%%

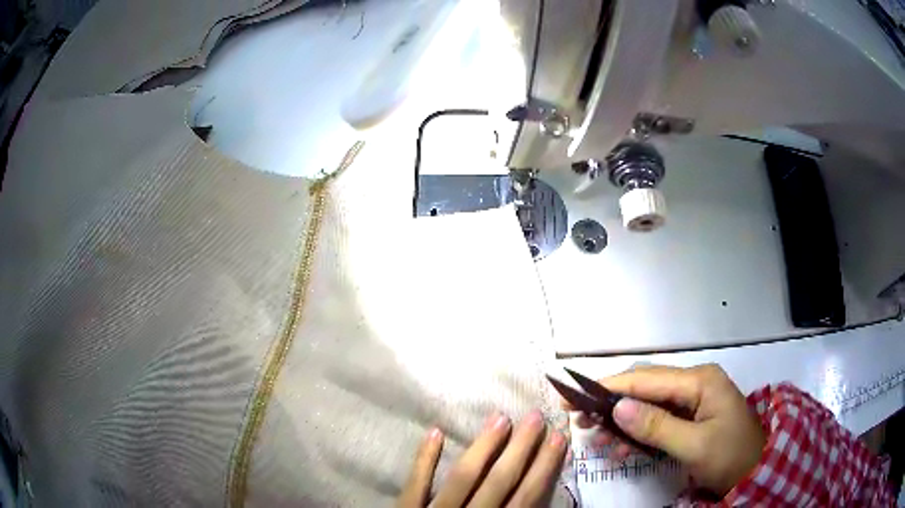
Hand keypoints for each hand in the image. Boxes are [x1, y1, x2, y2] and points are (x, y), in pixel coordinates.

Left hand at [397, 411, 567, 506]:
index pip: (526, 497)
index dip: (544, 468)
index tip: (558, 440)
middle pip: (499, 480)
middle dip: (521, 449)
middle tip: (536, 417)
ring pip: (463, 477)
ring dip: (483, 447)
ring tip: (500, 418)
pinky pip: (414, 484)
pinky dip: (423, 460)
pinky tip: (435, 433)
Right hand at [567, 364, 765, 495]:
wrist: (757, 469)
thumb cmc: (731, 456)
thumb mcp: (695, 445)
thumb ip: (657, 426)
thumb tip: (617, 408)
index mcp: (700, 381)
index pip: (647, 379)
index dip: (610, 387)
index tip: (576, 397)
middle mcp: (695, 382)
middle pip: (645, 387)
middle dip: (611, 404)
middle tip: (580, 421)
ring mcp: (694, 398)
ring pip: (649, 403)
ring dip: (622, 420)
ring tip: (597, 438)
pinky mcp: (692, 415)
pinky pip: (659, 418)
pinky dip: (638, 431)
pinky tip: (623, 446)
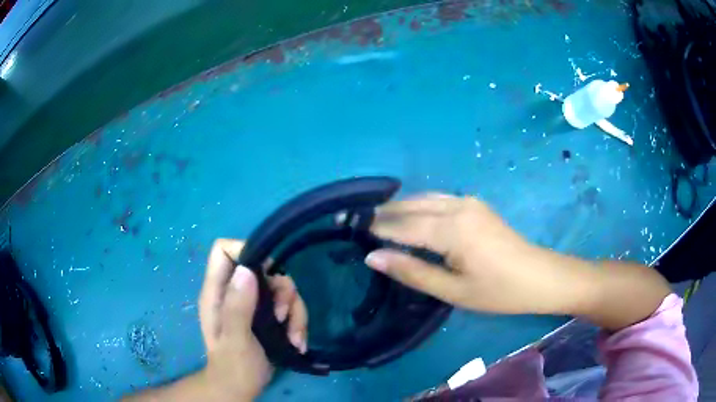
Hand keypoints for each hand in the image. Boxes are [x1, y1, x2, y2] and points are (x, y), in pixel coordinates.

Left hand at [198, 239, 307, 399]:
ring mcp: (252, 304)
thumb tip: (247, 270)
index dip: (245, 250)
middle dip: (280, 291)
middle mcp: (235, 292)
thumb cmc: (233, 367)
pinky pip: (290, 307)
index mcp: (217, 292)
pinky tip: (297, 343)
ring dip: (295, 311)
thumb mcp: (235, 340)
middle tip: (282, 315)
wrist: (242, 388)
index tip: (267, 271)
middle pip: (262, 269)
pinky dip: (297, 323)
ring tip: (294, 338)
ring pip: (281, 289)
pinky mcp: (268, 315)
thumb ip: (237, 307)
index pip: (224, 251)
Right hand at [363, 194, 591, 314]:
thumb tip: (373, 257)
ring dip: (401, 207)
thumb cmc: (497, 291)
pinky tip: (411, 215)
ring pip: (425, 198)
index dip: (377, 228)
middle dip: (385, 213)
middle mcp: (458, 206)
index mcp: (452, 229)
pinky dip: (419, 205)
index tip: (351, 229)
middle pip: (412, 205)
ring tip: (378, 219)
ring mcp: (469, 201)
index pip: (403, 225)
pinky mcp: (476, 204)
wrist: (539, 277)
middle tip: (358, 222)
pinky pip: (439, 199)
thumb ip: (412, 272)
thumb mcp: (453, 290)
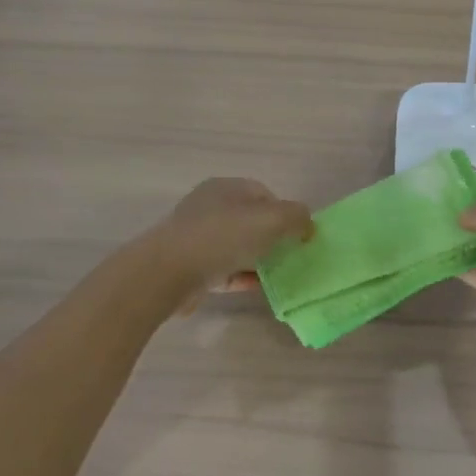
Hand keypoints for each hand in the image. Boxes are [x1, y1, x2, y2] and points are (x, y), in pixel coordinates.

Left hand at [162, 178, 312, 292]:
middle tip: (290, 255)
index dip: (285, 212)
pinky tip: (258, 288)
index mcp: (226, 187)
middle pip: (250, 220)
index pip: (264, 194)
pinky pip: (224, 269)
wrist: (168, 272)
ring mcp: (197, 237)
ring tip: (278, 275)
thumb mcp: (272, 219)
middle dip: (272, 237)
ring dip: (257, 259)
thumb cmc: (223, 236)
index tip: (298, 235)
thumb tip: (306, 224)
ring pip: (237, 246)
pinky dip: (242, 276)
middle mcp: (210, 207)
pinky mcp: (190, 266)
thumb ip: (297, 217)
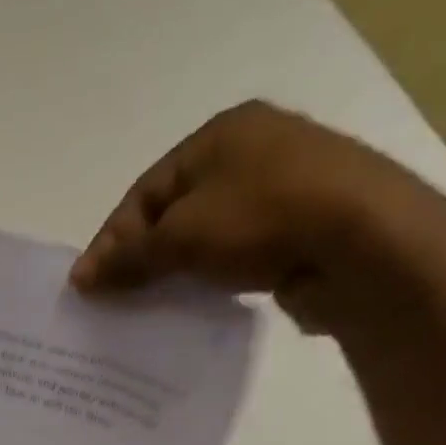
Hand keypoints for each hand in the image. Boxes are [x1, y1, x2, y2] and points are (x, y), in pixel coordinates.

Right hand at [69, 100, 445, 341]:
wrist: (364, 242)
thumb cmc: (262, 218)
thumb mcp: (182, 235)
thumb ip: (129, 256)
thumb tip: (81, 277)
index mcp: (222, 134)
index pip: (145, 191)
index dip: (111, 239)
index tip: (87, 285)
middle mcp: (253, 152)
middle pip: (175, 211)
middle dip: (141, 257)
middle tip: (114, 300)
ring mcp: (283, 191)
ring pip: (206, 236)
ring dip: (175, 271)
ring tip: (150, 310)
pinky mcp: (301, 231)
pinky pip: (237, 257)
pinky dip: (211, 280)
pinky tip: (196, 306)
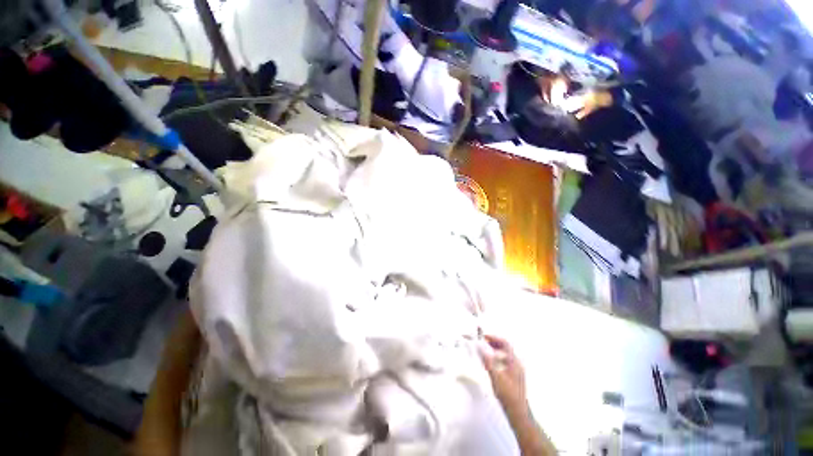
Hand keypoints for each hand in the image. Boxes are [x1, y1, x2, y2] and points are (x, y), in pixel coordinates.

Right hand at [479, 334, 526, 416]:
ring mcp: (516, 371)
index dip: (494, 338)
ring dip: (494, 351)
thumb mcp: (496, 376)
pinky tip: (489, 364)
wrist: (517, 412)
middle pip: (505, 348)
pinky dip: (496, 359)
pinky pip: (504, 362)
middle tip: (482, 342)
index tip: (484, 336)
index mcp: (514, 362)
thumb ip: (488, 361)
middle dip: (493, 343)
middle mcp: (516, 364)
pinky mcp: (513, 377)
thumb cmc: (507, 394)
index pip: (505, 343)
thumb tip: (480, 348)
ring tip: (483, 352)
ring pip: (504, 355)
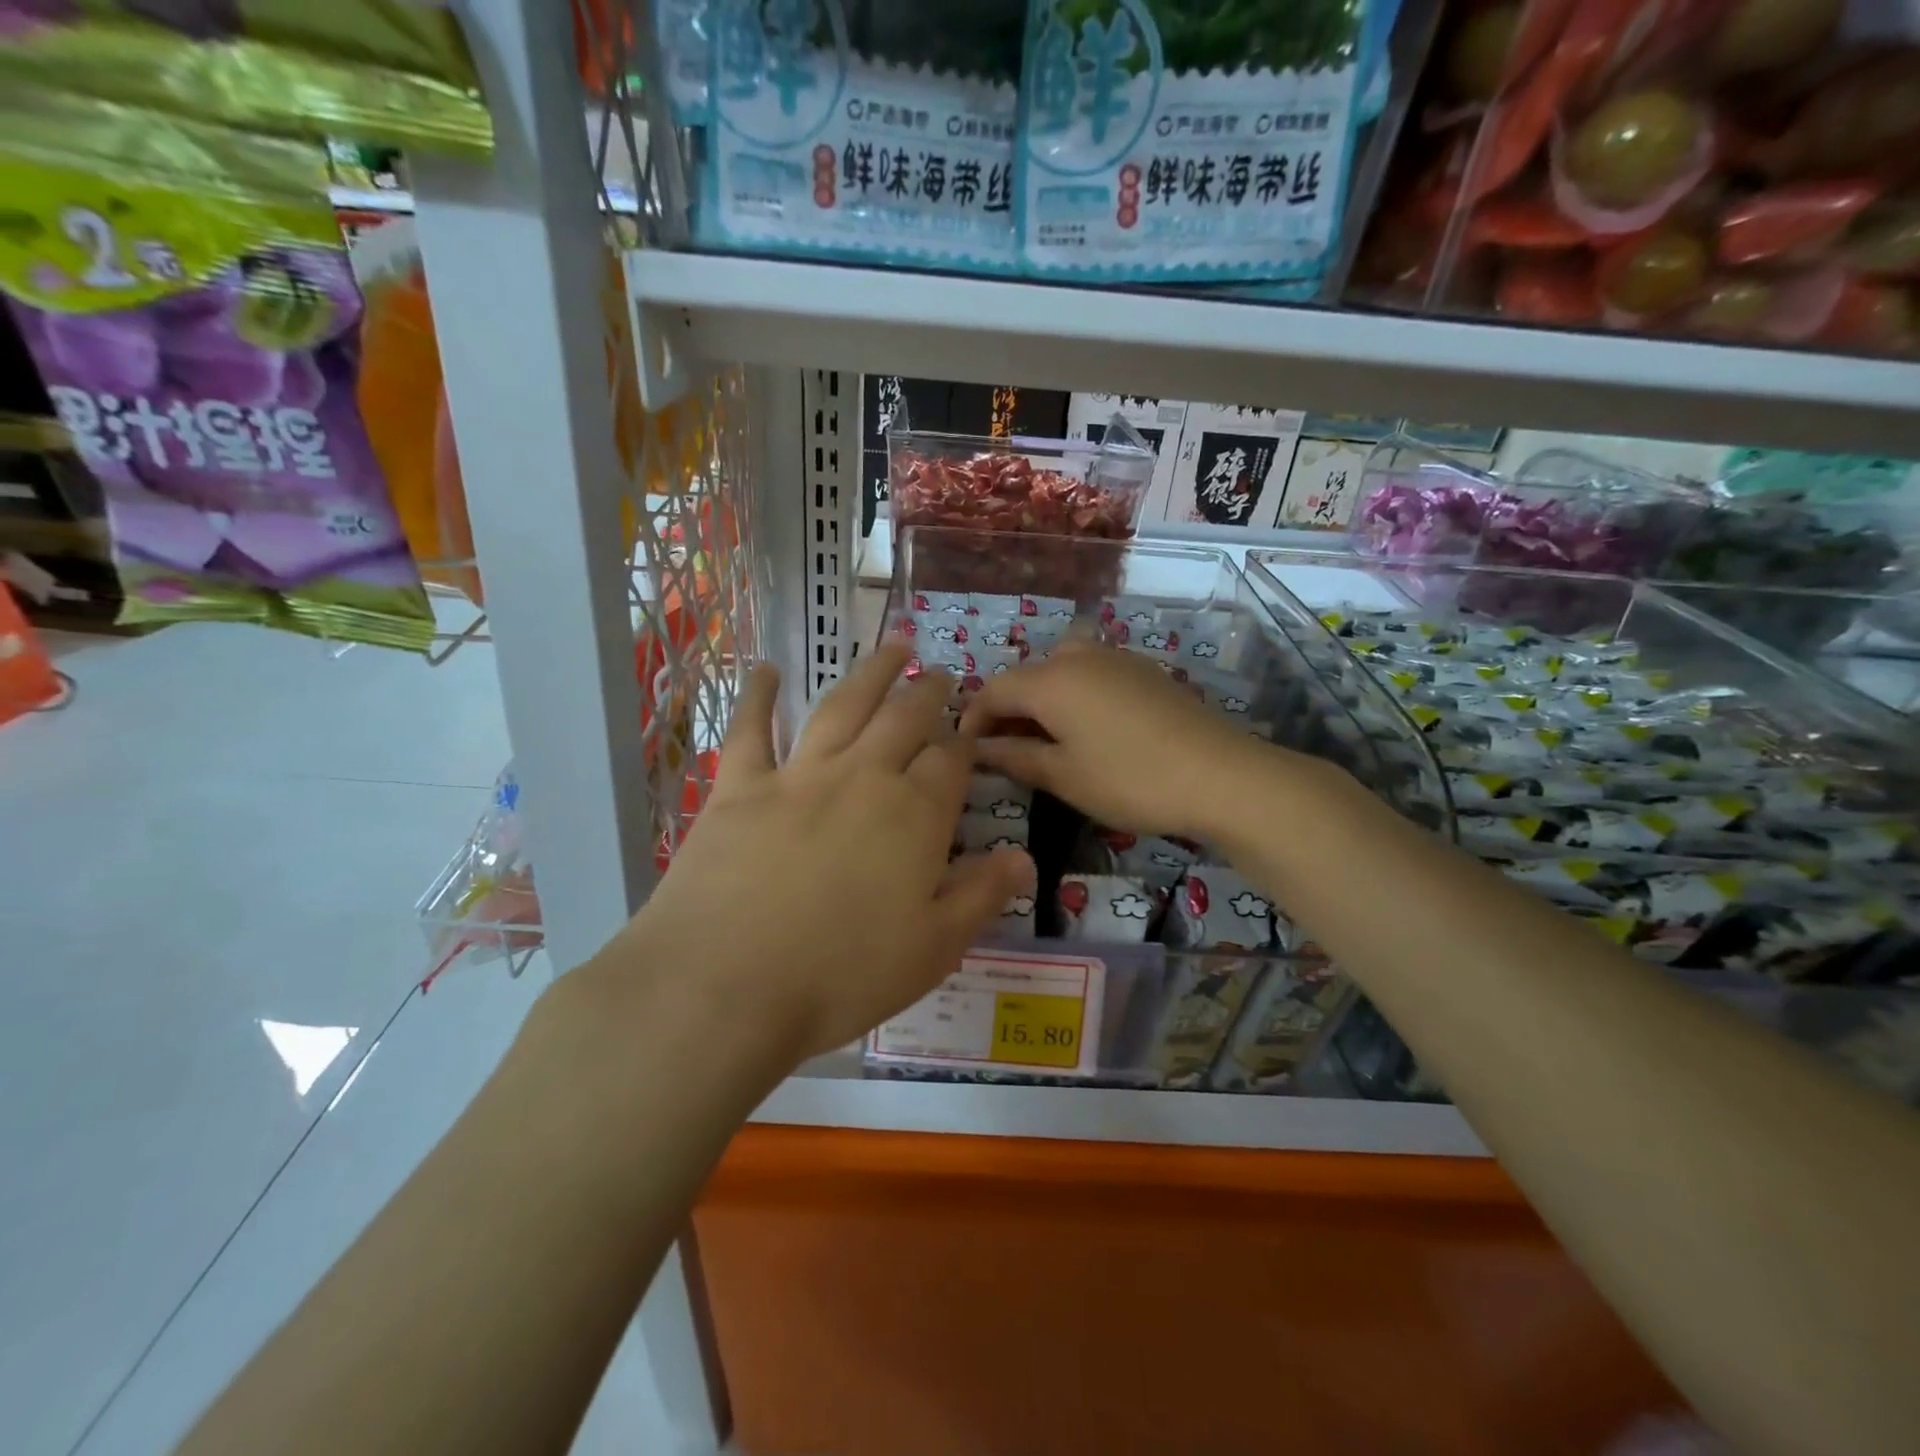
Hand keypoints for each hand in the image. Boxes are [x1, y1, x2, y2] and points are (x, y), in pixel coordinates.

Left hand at [599, 645, 1033, 1064]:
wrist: (724, 986)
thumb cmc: (841, 977)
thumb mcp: (933, 949)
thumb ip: (981, 895)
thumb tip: (1024, 857)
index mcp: (914, 814)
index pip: (951, 761)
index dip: (964, 742)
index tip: (971, 730)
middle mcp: (862, 777)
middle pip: (904, 719)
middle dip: (927, 693)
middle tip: (938, 673)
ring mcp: (798, 775)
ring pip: (843, 706)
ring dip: (870, 674)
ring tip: (892, 647)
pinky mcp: (738, 786)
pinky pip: (750, 729)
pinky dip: (758, 695)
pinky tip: (765, 670)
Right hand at [960, 639, 1295, 840]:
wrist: (1220, 774)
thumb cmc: (1129, 779)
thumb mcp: (1063, 775)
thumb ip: (1013, 757)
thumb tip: (975, 751)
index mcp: (1050, 679)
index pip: (992, 691)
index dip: (972, 721)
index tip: (965, 754)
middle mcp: (1078, 655)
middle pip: (1026, 678)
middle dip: (1007, 713)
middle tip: (1004, 755)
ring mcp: (1115, 658)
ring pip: (1059, 673)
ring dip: (1040, 704)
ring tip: (1043, 745)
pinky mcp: (1143, 670)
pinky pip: (1091, 676)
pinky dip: (1073, 698)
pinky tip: (1086, 732)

%%

■ What you are asked to do ■
Put down exactly the lines of the data above that run from its first line through the line bearing "thumb mcp: (453, 290)", and no pictures.

■ Written solution ■
Hand keypoints for each hand in the image. Boxes are [x1, y1, x2, y2] and points are (x, y), in pixel coordinates.

Left hand at [397, 411, 567, 506]:
index pip: (526, 497)
index dip: (544, 468)
index tip: (558, 440)
middle pip: (499, 480)
middle dip: (521, 449)
middle tip: (536, 417)
ring pip: (463, 477)
ring dip: (483, 447)
ring tip: (500, 418)
pinky pip: (414, 484)
pinky dip: (423, 460)
pinky tip: (435, 433)
Right hand at [567, 364, 765, 495]:
wrist: (757, 469)
thumb cmc: (731, 456)
thumb mcp: (695, 445)
thumb ip: (657, 426)
thumb tip: (617, 408)
index mcp: (700, 381)
index pip: (647, 379)
index dip: (610, 387)
index tip: (576, 397)
middle mcp: (695, 382)
middle pip: (645, 387)
middle dip: (611, 404)
middle tip: (580, 421)
ring mcp: (694, 398)
ring pip: (649, 403)
ring dip: (622, 420)
ring tip: (597, 438)
pinky mcp: (692, 415)
pinky pip: (659, 418)
pinky dip: (638, 431)
pinky tip: (623, 446)
Hand keypoints for each hand in the image. Boxes are [x1, y1, x2, y2] and points are (x, y), in pixel coordinates.

Left hand at [198, 239, 307, 399]:
ring mcp: (252, 304)
thumb tip: (247, 270)
index dip: (245, 250)
middle dip: (280, 291)
middle mcp: (235, 292)
thumb cmc: (233, 367)
pinky pip: (290, 307)
index mcp: (217, 292)
pinky tip: (297, 343)
ring dip: (295, 311)
thumb mcp: (235, 340)
middle tip: (282, 315)
wrist: (242, 388)
index tip: (267, 271)
middle pip: (262, 269)
pinky dip: (297, 323)
ring tip: (294, 338)
ring pip: (281, 289)
pinky mcp: (268, 315)
thumb ip: (237, 307)
index pip: (224, 251)
Right hand at [363, 194, 591, 314]:
thumb tip: (373, 257)
ring dip: (401, 207)
thumb cmc: (497, 291)
pinky tip: (411, 215)
ring pip: (425, 198)
index dip: (377, 228)
middle dip: (385, 213)
middle mcp: (458, 206)
index mcp: (452, 229)
pinky dip: (419, 205)
index tip: (351, 229)
middle pip: (412, 205)
ring tip: (378, 219)
ring mcp: (469, 201)
index pip: (403, 225)
pinky mcp: (476, 204)
wrist: (539, 277)
middle tip: (358, 222)
pinky pip: (439, 199)
thumb ip: (412, 272)
thumb mcp: (453, 290)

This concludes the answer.